| |
|
|
Second-class
allies
Monday 19th April 2004
In the ten countries that will soon accede, support for the EU has now given
way to
disillusion – not least because of new migration policies. By John
Kampfner
I don't imagine there are that many Slovaks who have seen a
bloke in a skirt. As James McCarthy, a burly Scotsman, walked
through the cobbled streets of Bratislava's old town, he was
the object of much giggling and finger-pointing. A piper from the
Black Watch regiment, he was an unlikely emissary for Britain on
a day rich in symbolism. This was 2 April, and a few hours earlier
Slovakia and six other former communist states had, at a ceremony
in Brussels, joined Nato. On 1 May a similar group of
nations will accede to the European Union. The dismemberment
of the Soviet empire, first dreamt of by Ronald Reagan and Margaret
Thatcher, will be complete.
McCarthy put it in less grandiose terms. "It’s a great day for
these people," he said. "I feel so happy for them." Our conversation
was interrupted as locals, among them uniformed Slovak
squaddies and their girlfriends, lined up to be photographed
next to him. Then he entertained them with a turn on his bagpipes
before an American military band playing Joe Cocker and cover
versions of pop tunes by other artists took over. Hviezdoslavovo
Námestie, one of Bratislava's main squares, where in years gone
by torchlit marches proclaimed the virtues of the socialist brotherhood,
teemed with Nato flags.
So much for predictions at the end of the cold war that the
Atlantic Alliance would wither away. It is a remarkable transformation,
one that could have begun only in that brief window of
opportunity in the mid- to late 1990s, when Boris Yeltsin was in
no state to object. "We would never have got it through in the present
circumstances," said
a senior UK diplomat,
referring to the chill in relations between the west and
the Russia of President Vladimir Putin.
The celebrations were replicated in other countries.

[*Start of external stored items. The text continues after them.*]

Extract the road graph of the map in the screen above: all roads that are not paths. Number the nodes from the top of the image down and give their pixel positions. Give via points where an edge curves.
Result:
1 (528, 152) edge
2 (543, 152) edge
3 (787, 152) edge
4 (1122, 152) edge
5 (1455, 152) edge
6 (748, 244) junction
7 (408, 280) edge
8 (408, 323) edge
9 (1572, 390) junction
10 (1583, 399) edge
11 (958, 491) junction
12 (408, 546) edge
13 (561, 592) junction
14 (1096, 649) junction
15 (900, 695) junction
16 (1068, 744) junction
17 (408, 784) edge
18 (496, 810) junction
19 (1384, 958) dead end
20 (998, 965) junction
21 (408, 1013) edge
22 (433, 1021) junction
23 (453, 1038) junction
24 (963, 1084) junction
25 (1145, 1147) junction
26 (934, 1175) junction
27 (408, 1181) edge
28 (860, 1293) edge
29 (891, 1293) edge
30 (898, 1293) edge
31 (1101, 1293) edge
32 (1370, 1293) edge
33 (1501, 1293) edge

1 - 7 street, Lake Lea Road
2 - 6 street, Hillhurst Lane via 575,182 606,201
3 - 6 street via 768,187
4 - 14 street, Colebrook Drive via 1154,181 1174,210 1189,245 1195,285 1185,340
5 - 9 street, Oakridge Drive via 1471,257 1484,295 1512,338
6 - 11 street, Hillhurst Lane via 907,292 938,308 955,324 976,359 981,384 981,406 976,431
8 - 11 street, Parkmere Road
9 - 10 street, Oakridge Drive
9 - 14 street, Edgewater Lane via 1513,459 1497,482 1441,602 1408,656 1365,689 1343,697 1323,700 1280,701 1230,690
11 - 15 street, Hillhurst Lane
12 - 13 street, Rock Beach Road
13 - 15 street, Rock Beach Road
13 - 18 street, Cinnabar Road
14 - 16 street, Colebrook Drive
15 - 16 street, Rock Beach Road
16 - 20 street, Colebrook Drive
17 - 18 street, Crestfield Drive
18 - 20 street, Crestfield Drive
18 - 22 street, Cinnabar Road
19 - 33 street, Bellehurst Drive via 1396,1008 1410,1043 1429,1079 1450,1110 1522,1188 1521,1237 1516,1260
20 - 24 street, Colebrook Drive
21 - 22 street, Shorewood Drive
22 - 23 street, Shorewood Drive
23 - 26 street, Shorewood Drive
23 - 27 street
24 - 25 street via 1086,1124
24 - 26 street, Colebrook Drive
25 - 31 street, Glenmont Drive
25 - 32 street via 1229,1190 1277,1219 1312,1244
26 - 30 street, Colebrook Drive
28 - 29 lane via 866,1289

They mark the biggest and strategically most important
expansion in Nato's 55-year history. But they
were deliberately low-key, in recognition not just of
Russian sensibilities but of the mixed feelings voters in the new
member countries have towards the organisations to which they
are linking their future. Hostility is even more marked in attitudes
towards the EU than towards Nato. The eight formerly communist
accession states – Poland, Hungary, the Czech Republic,
Slovakia, Slovenia and the Baltic states of Latvia, Lithuania and
Estonia – have been required to open up their markets and reform
their economies in just a few years. They have done so with varying
degrees of enthusiasm and success.
In Slovakia, one of the poorest, steep tax increases on goods and
services took effect in January, and more changes are scheduled
for May. VAT rose to 19 per cent for basics such as bread, water
and medicine. At the same time, social benefit cheques were
trimmed and government institutions including the armed forces
and the state-run railways started cutting jobs. Thousands of
small businesses that could not comply with EU-related rules
have closed. Slovakia's unemployment rate has reached 16 per
cent. Budget reforms and job cuts have led to strikes and protests
involving everyone from students and civil servants to doctors and pharmacists.

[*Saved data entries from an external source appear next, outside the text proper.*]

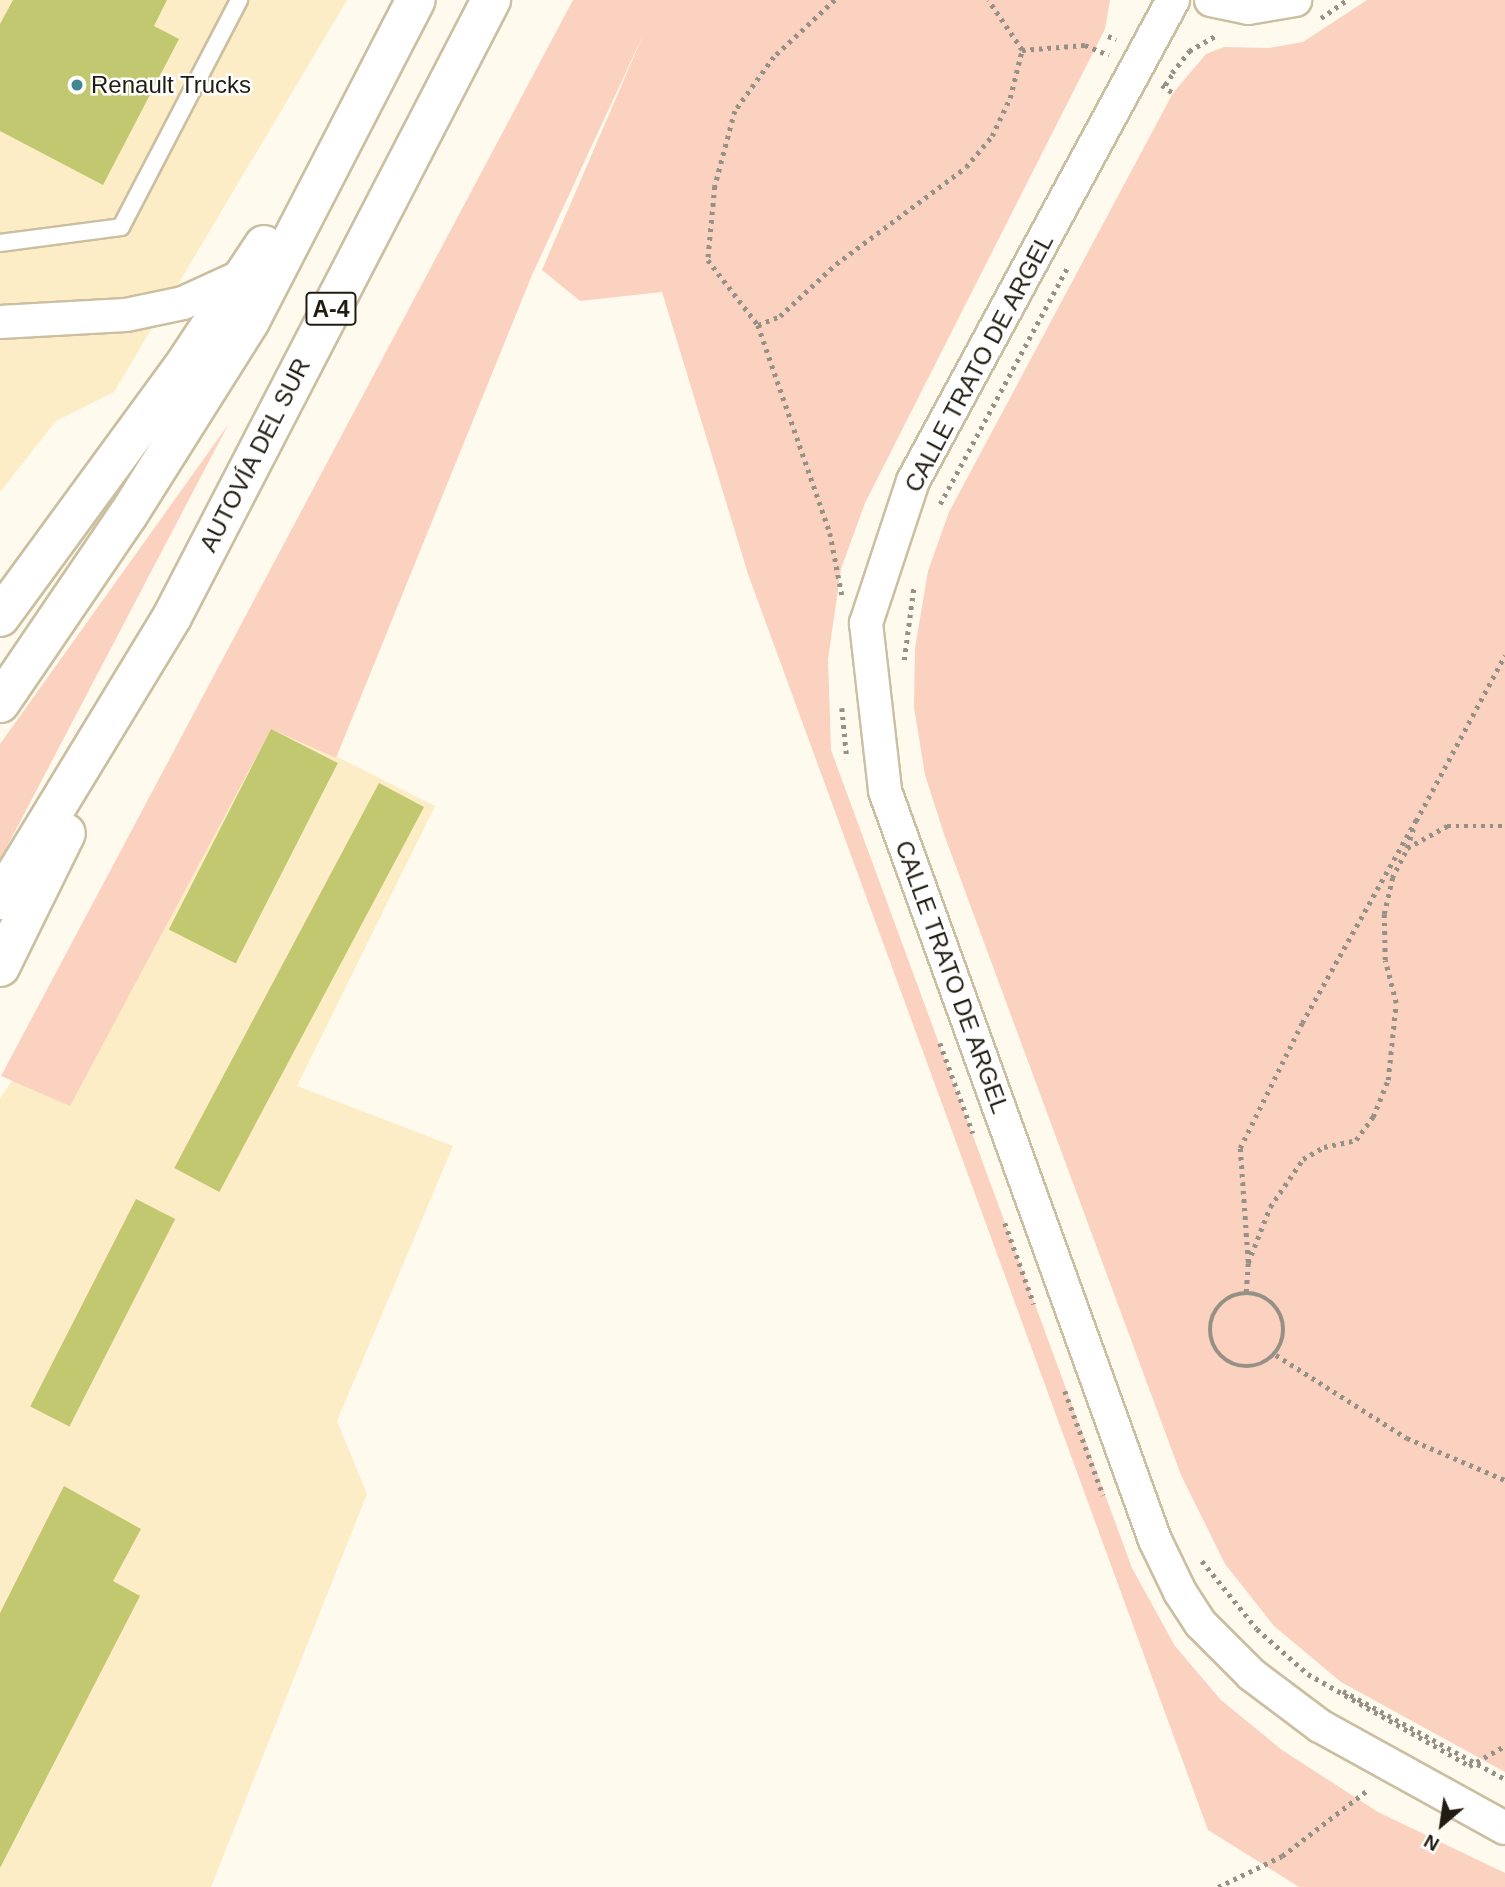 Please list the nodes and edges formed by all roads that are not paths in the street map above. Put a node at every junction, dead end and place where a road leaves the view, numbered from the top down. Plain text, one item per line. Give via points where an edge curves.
1 (239, 0) edge
2 (410, 0) edge
3 (416, 0) edge
4 (491, 0) edge
5 (1173, 0) edge
6 (1211, 0) edge
7 (1304, 11) edge
8 (0, 243) edge
9 (246, 274) junction
10 (0, 322) edge
11 (181, 370) junction
12 (0, 575) edge
13 (0, 617) edge
14 (172, 617) junction
15 (0, 703) edge
16 (0, 900) edge
17 (2, 963) edge
18 (1505, 1828) edge

1 - 8 lane via 121,227
2 - 9 highway
3 - 15 highway via 250,321 128,515
4 - 14 highway, AUTOVÍA DEL SUR / A-4
5 - 18 street, CALLE TRATO DE ARGEL via 1121,57 913,481 866,623 885,791 1155,1540 1180,1592 1201,1624 1252,1675 1320,1726
6 - 7 street via 1248,8
9 - 10 street via 183,303 126,315
9 - 11 highway
11 - 12 highway via 108,432
11 - 13 highway
14 - 16 highway, AUTOVÍA DEL SUR / A-4
14 - 17 highway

Hardest hit has been the impoverished Roma
minority mainly in eastern Slovakia. In February, thousands of
troops and police were deployed to stop looting from food shops.

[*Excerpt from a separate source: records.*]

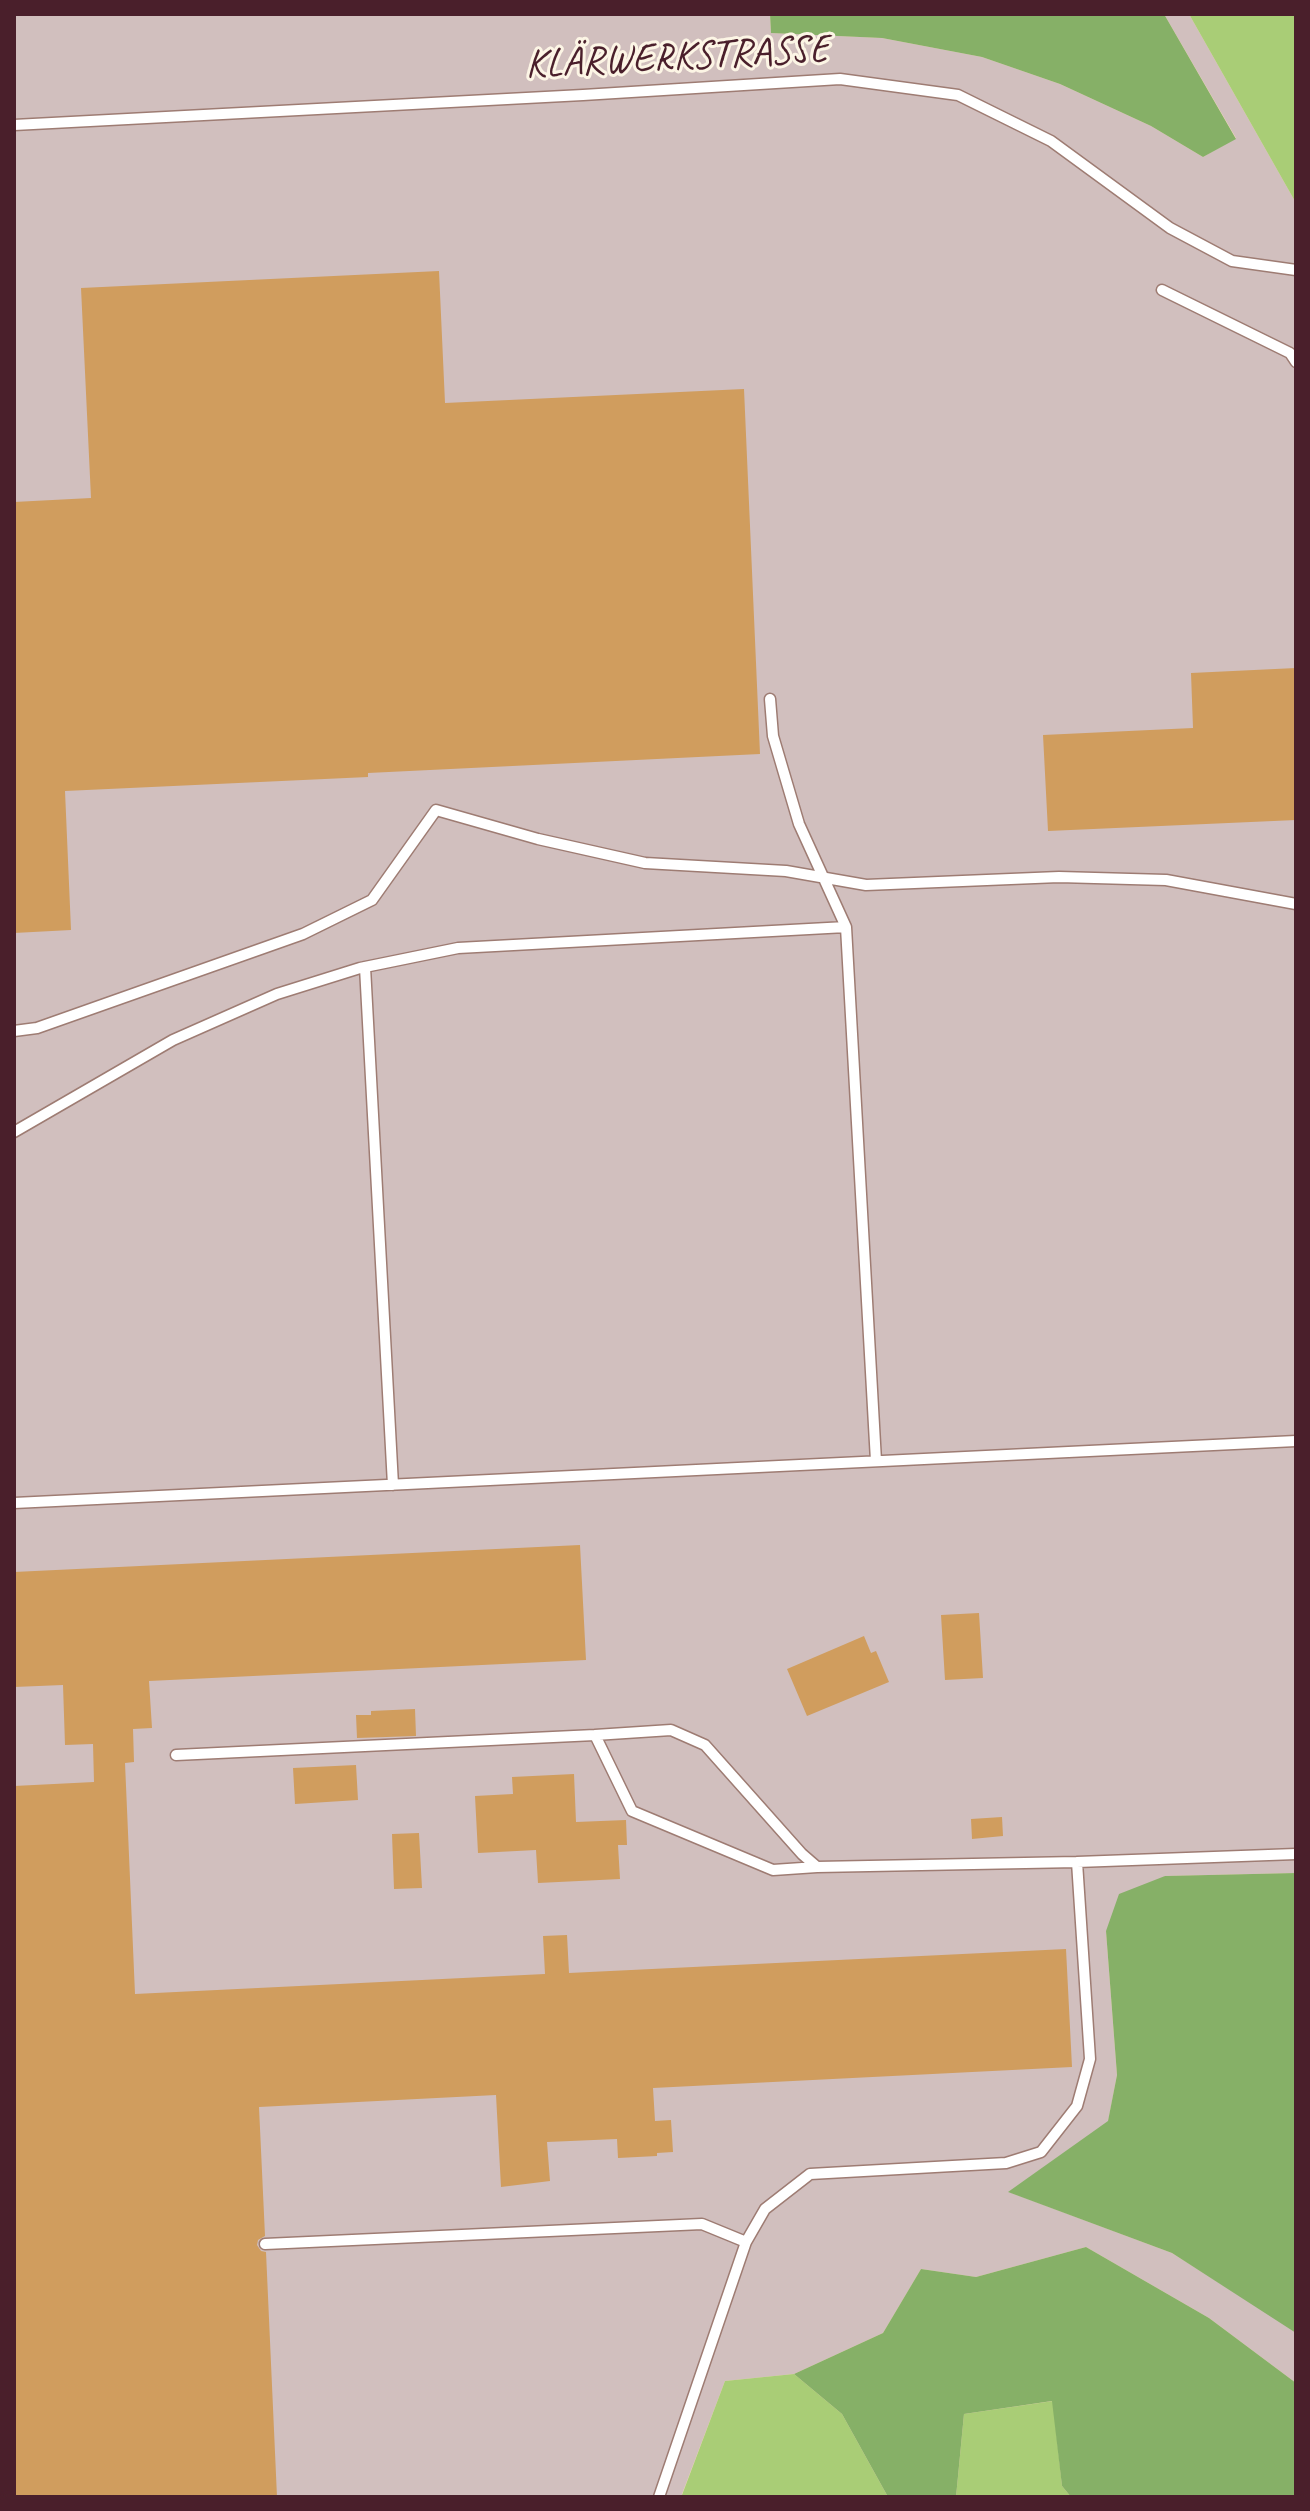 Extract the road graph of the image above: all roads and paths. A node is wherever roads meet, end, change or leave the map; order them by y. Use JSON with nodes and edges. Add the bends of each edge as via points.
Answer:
{"nodes":[{"id":1,"x":14,"y":125,"type":"edge"},
{"id":2,"x":1296,"y":270,"type":"edge"},
{"id":3,"x":1162,"y":290,"type":"dead end"},
{"id":4,"x":1296,"y":362,"type":"edge"},
{"id":5,"x":770,"y":699,"type":"dead end"},
{"id":6,"x":824,"y":877,"type":"junction"},
{"id":7,"x":1296,"y":904,"type":"edge"},
{"id":8,"x":846,"y":927,"type":"junction"},
{"id":9,"x":365,"y":967,"type":"junction"},
{"id":10,"x":14,"y":1031,"type":"edge"},
{"id":11,"x":14,"y":1132,"type":"edge"},
{"id":12,"x":1296,"y":1441,"type":"edge"},
{"id":13,"x":876,"y":1461,"type":"junction"},
{"id":14,"x":393,"y":1485,"type":"junction"},
{"id":15,"x":14,"y":1503,"type":"edge"},
{"id":16,"x":595,"y":1735,"type":"junction"},
{"id":17,"x":176,"y":1755,"type":"dead end"},
{"id":18,"x":1296,"y":1854,"type":"edge"},
{"id":19,"x":1077,"y":1862,"type":"junction"},
{"id":20,"x":817,"y":1867,"type":"junction"},
{"id":21,"x":746,"y":2242,"type":"junction"},
{"id":22,"x":265,"y":2244,"type":"dead end"},
{"id":23,"x":659,"y":2497,"type":"edge"}],
"edges":[{"from":1,"to":2,"type":"lane","name":"KLÄRWERKSTRASSE","via":[[840,79],[958,95],[1051,141],[1170,228],[1232,261]]},
{"from":3,"to":4,"type":"lane","via":[[1290,353]]},
{"from":5,"to":6,"type":"lane","via":[[781,765],[799,824]]},
{"from":6,"to":7,"type":"lane","via":[[866,885],[1059,877],[1166,880]]},
{"from":6,"to":8,"type":"lane"},
{"from":6,"to":10,"type":"lane","via":[[645,863],[436,810],[372,900],[303,934],[37,1028]]},
{"from":8,"to":9,"type":"lane","via":[[458,948]]},
{"from":8,"to":13,"type":"lane"},
{"from":9,"to":11,"type":"lane","via":[[277,994],[173,1040]]},
{"from":9,"to":14,"type":"lane"},
{"from":12,"to":13,"type":"lane"},
{"from":13,"to":14,"type":"lane"},
{"from":14,"to":15,"type":"lane"},
{"from":16,"to":17,"type":"lane"},
{"from":16,"to":20,"type":"lane","via":[[671,1730],[705,1745]]},
{"from":16,"to":20,"type":"lane","via":[[632,1811],[773,1870]]},
{"from":18,"to":19,"type":"lane"},
{"from":19,"to":20,"type":"lane"},
{"from":19,"to":21,"type":"lane","via":[[1090,2059],[1077,2106],[1041,2152],[1006,2163],[810,2174],[765,2209]]},
{"from":21,"to":22,"type":"lane","via":[[702,2224]]},
{"from":21,"to":23,"type":"lane"}]}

Throughout the unrest Slovakia's centre-right prime minister,
Mikulás Dzurinda, and his counterpart in the wealthier Czech
Republic, Vladimír Spidla, have vowed to stay the course. Within
three months of Dzurinda's re-election in 2002 he was rewarded
with offers of membership of both Nato and the EU. Since the
reforms began to bite, however, his grip on power has loosened.
Both leaders are counting on enlargement to provide jobs, foreign
investment, tourism and exports. Their first major success
has come in the motor industry, with Toyota building a factory in
the Czech Republic and Hyundai picking Slovakia for a similar
plant that will be worth 1.1bn euros and will produce 300,000
cars a year. With Peugeot Citroën and Volkswagen already there,
Slovakia will produce more cars per head of population than any
other country in the world. The Koreans said they chose it over
Poland partly because of better road and rail links to the rest of
Europe, and partly because of a staggeringly low flat rate of corporate
and income tax: 19 per cent.
The bottom line for all these countries, however, was reciprocal
access to the rest of the EU for the Union's 73 million
new citizens. They did not expect that all 15 existing
members would impose restrictions (although Britain’s hasty
response has been to restrict welfare rights but not work).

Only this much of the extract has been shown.